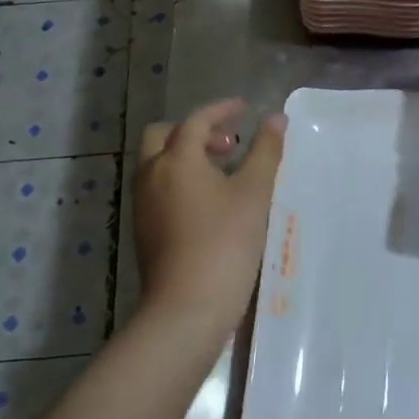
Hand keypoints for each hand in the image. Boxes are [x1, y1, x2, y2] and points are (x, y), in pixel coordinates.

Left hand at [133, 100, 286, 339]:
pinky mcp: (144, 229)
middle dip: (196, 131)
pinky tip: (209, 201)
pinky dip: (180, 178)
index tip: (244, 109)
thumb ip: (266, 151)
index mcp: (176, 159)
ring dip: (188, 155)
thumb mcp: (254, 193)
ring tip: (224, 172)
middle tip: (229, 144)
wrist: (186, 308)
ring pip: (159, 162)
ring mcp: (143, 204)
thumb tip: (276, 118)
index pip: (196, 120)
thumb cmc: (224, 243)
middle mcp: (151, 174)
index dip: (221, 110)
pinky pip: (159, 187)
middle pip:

Work order: Each line that contains the string "hand" should be copied from the data above.

Written answer:
Hand keypoints for each hand in the image. Boxes are [x1, y1, x2, y2] and points are (x, y), in pixel coordinates.
Left hand at [133, 100, 286, 339]:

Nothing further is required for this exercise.